*RECORDS TO USE*:
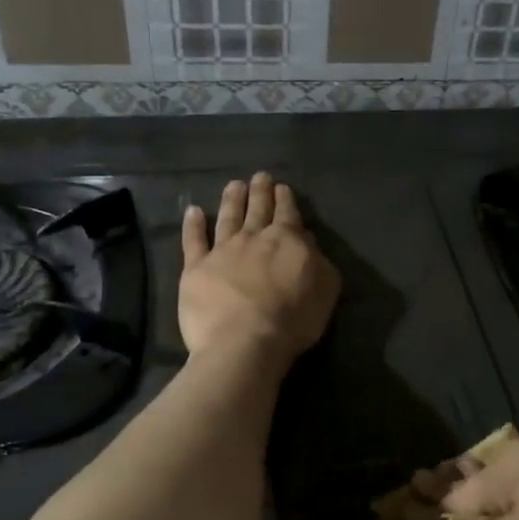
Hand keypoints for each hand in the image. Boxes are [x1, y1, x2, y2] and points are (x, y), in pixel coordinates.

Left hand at [179, 172, 339, 367]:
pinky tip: (193, 211)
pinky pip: (193, 241)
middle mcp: (254, 238)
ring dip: (232, 199)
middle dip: (261, 191)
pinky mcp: (196, 268)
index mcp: (287, 240)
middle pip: (258, 209)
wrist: (244, 342)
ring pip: (228, 217)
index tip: (282, 188)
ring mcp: (222, 250)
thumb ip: (319, 262)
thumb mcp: (325, 290)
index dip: (286, 200)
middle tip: (260, 177)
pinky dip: (193, 225)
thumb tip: (307, 241)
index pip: (288, 214)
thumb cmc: (293, 320)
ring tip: (234, 185)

*WORK INSTRUCTIONS*: Reproduce the material above verbatim; omit every picture.

*EXPECTED ANSWER*:
Hand keypoints for each hand in the image. Boxes are [x1, y1, x2, y2] and points are (x, y), in pixel coordinates.

Left hand at [179, 172, 339, 367]:
pinky tip: (193, 211)
pinky pip: (193, 241)
middle mcp: (254, 238)
ring dip: (232, 199)
middle dip: (261, 191)
pinky mcp: (196, 268)
index mcp: (287, 240)
middle pip: (258, 209)
wrist: (244, 342)
ring pip: (228, 217)
index tip: (282, 188)
ring mcp: (222, 250)
thumb ip: (319, 262)
thumb mcp: (325, 290)
index dip: (286, 200)
middle tip: (260, 177)
pinky dip: (193, 225)
thumb tip: (307, 241)
index pip: (288, 214)
thumb cmc: (293, 320)
ring tip: (234, 185)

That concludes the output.